The study does not prove cause, emphasized Rhoades and her co-author, Scott Stanley, research professor, co-director of the Center for Marital and Family Studies at the University of Denver and senior fellow for both the National Marriage Project and the Institute for Family Studies. The results, they said, “may reflect the fact that certain types of people are more likely to engage in certain behaviors.”

The researchers analyzed data from the national Relationship Development Study, tracking more than 1,000 Americans 18 to 34 who were not married but were in a relationship in 2007 and 2008. They followed them for five years, through 11 waves of data collection, then looked closely at 418 who married. The study was controlled for race and ethnicity, years of education, personal income and how religious subjects were.

The report notes a changed sequence of events when it comes to marriage. Courtship once led to marriage, sex and having children, but today as many as 90 percent of couples reportedly have premarital sex, and close to 40 percent of babies are born to unmarried parents. Couples are also more likely to live together before marriage.

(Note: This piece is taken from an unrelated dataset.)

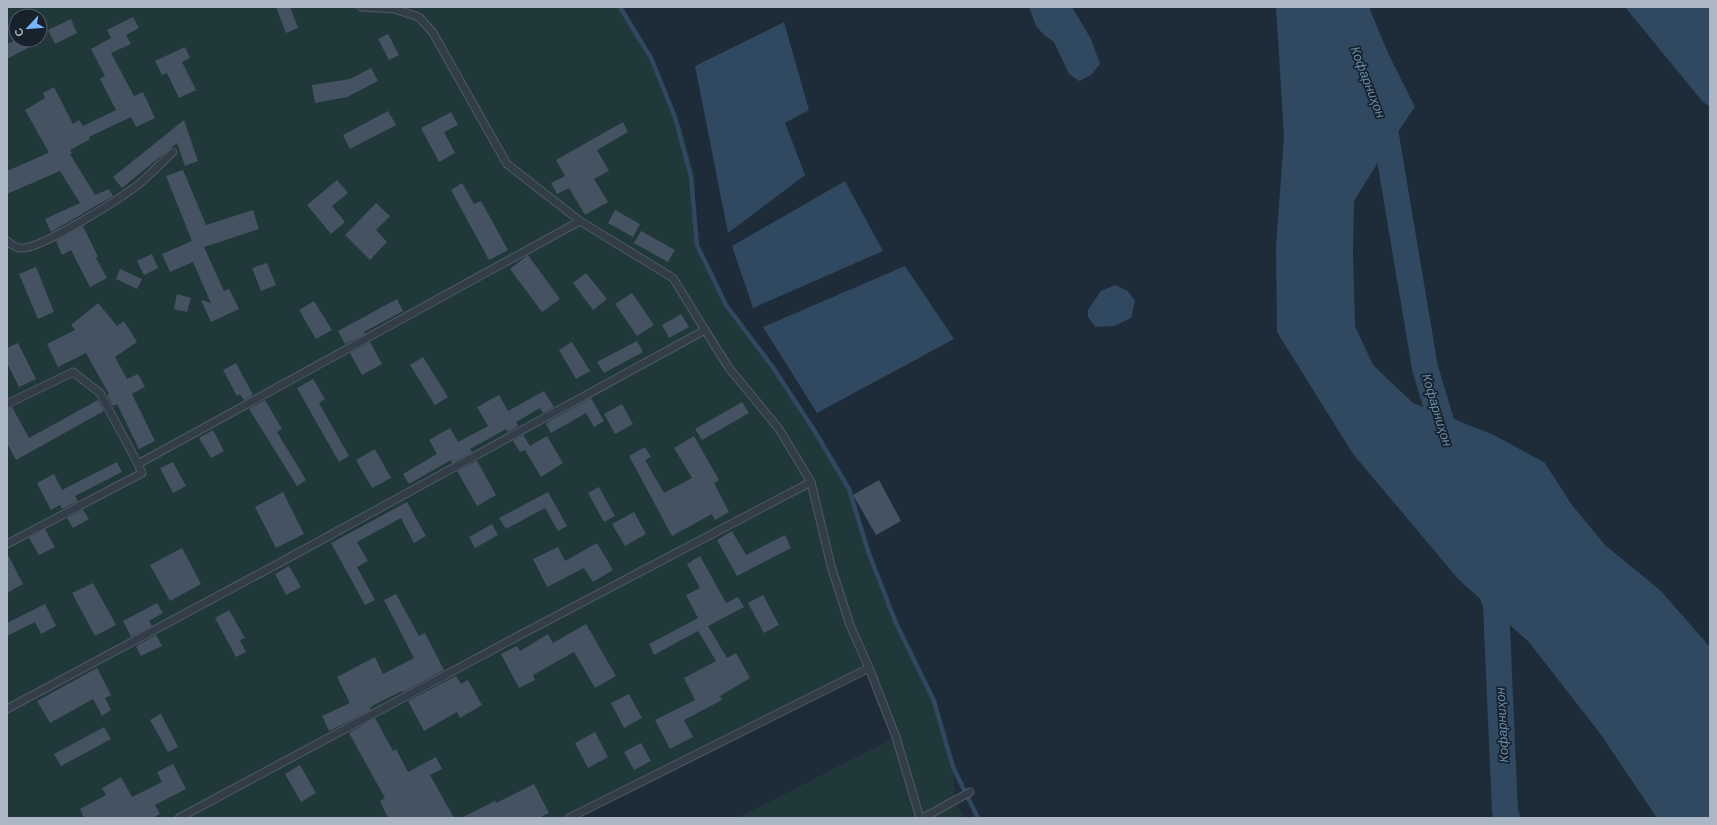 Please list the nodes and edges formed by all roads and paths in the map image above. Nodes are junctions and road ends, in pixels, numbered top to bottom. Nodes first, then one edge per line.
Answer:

The individual relationship histories of two people who will later marry is important, helping shape how satisfying their married life together will be, the study found.

Sexual experience

Men and women who had other sexual partners before marrying each other reported less marital satisfaction than those who slept only with each other. In addition, marital satisfaction was higher for women who had fewer sexual partners, and marital dissatisfaction was greater in proportion to the number of partners.

Having been married previously also corresponded to lower marital quality.

The average respondent had five sexual partners before marriage. Only 23 percent of those who got married had had sex only with the future spouse.

“It’s not that when you say ‘I do’ all the other options disappear from life or mind, but you have decided that this is the one. The key factor is how you manage your sense of alternatives and how good you think those alternatives are,” Stanley said.

He and Rhoades speculate that having had more partners provides fodder for comparison and reminds one there are other choices. Plus, someone with a greater history of relationships also has experienced breakups — and may have developed skills not only to cope with them, but to facilitate them.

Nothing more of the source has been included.